D'autre part, la mise en évidence de ces faisceaux d'arborescences thématiques et leur inscription dans une chronologie permettrait de les confronter assez rigoureusement à d'autres chronologies, notamment celle des découvertes scientifiques qui est assez bien établie en raison de l'exigence d'antériorité, et celles de l'histoire sociale qui sont plus incertaines ou du moins plus subjectives. De telles confrontations seraient d'un immense intérêt en permettant de construire une histoire de la Science-Fiction en relation avec son environnement. Il est même assez probable qu'elle renouvellerait dans un champ bien plus vaste les méthodes de la critique et en particulier celles de la sociologie de la littérature. Bien entendu, il ne s'agirait pas de confronter simplement tel thème de la fiction avec telle publication scientifique, mais il faudrait tenir compte de toutes les médiations sociales et en particulier de celles des médias, écrits, presse, cinéma, radio, télévision, etc., à travers leurs évocations de l'état des sciences mais aussi des croyances et falsifications connexes.
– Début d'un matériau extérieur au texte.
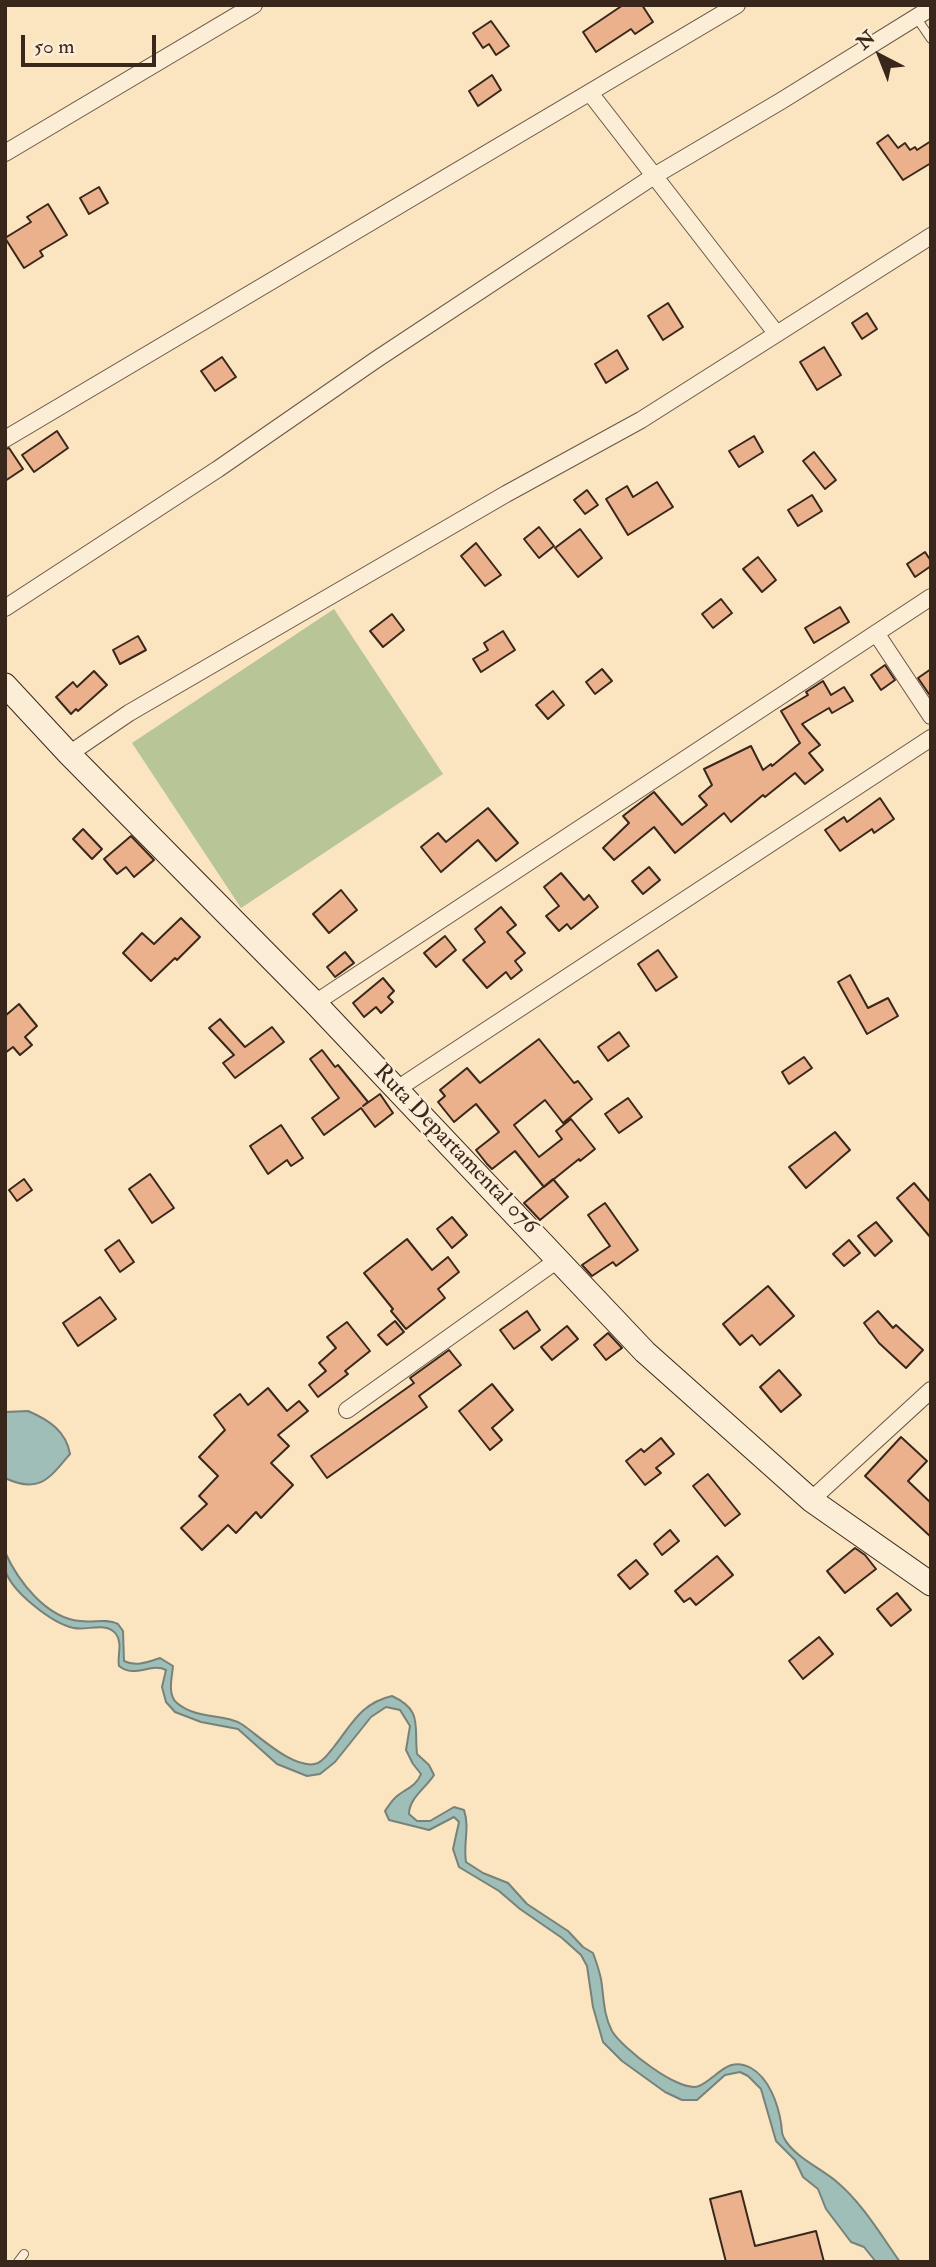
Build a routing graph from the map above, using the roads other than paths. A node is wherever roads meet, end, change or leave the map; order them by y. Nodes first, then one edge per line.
1 (254, 5) edge
2 (737, 5) edge
3 (931, 8) edge
4 (916, 17) junction
5 (931, 39) edge
6 (590, 93) junction
7 (7, 149) edge
8 (654, 176) junction
9 (931, 236) edge
10 (776, 334) junction
11 (5, 439) edge
12 (931, 597) edge
13 (5, 608) edge
14 (876, 633) junction
15 (5, 685) edge
16 (931, 716) edge
17 (931, 738) edge
18 (69, 754) junction
19 (315, 1003) junction
20 (397, 1089) junction
21 (559, 1259) junction
22 (931, 1390) edge
23 (347, 1410) dead end
24 (811, 1500) junction
25 (931, 1584) edge

1 - 7 street
2 - 6 street
3 - 4 street
4 - 5 lane
4 - 8 street
6 - 8 street
6 - 11 street
8 - 10 street
8 - 13 street
9 - 10 street
10 - 18 street
12 - 14 street
14 - 16 street
14 - 19 street
15 - 18 main road, Ruta Departamental 076
17 - 20 street
18 - 19 main road, Ruta Departamental 076
19 - 20 main road, Ruta Departamental 076
20 - 21 main road, Ruta Departamental 076
21 - 23 street
21 - 24 main road, Ruta Departamental 076
22 - 24 street
24 - 25 main road, Ruta Departamental 076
Pour évoquer à titre d'exemple un domaine connu et déjà quelque peu exploré, toute une part de l'histoire de la Science-Fiction doit être étudiée dans sa relation avec la thématique des OVNI. Il ne s'agit évidemment pas d'introduire un confusionnisme de mauvais aloi entre ce qui est fiction et ce qui est au mieux témoignages et discours sur des témoignages et au pis escroquerie mercantile, mais bien de repérer les influences éventuellement réciproques et les passerelles entre textes et entre auteurs. Il en va de même pour la parapsychologie et pour d'autres croyances. Le problème le plus général serait de rechercher quels sont les liens entre les discours de la fiction et d'autres discours sans préjuger de leurs fondements, et comment tous ces discours s'inscrivent dans l'histoire sociale.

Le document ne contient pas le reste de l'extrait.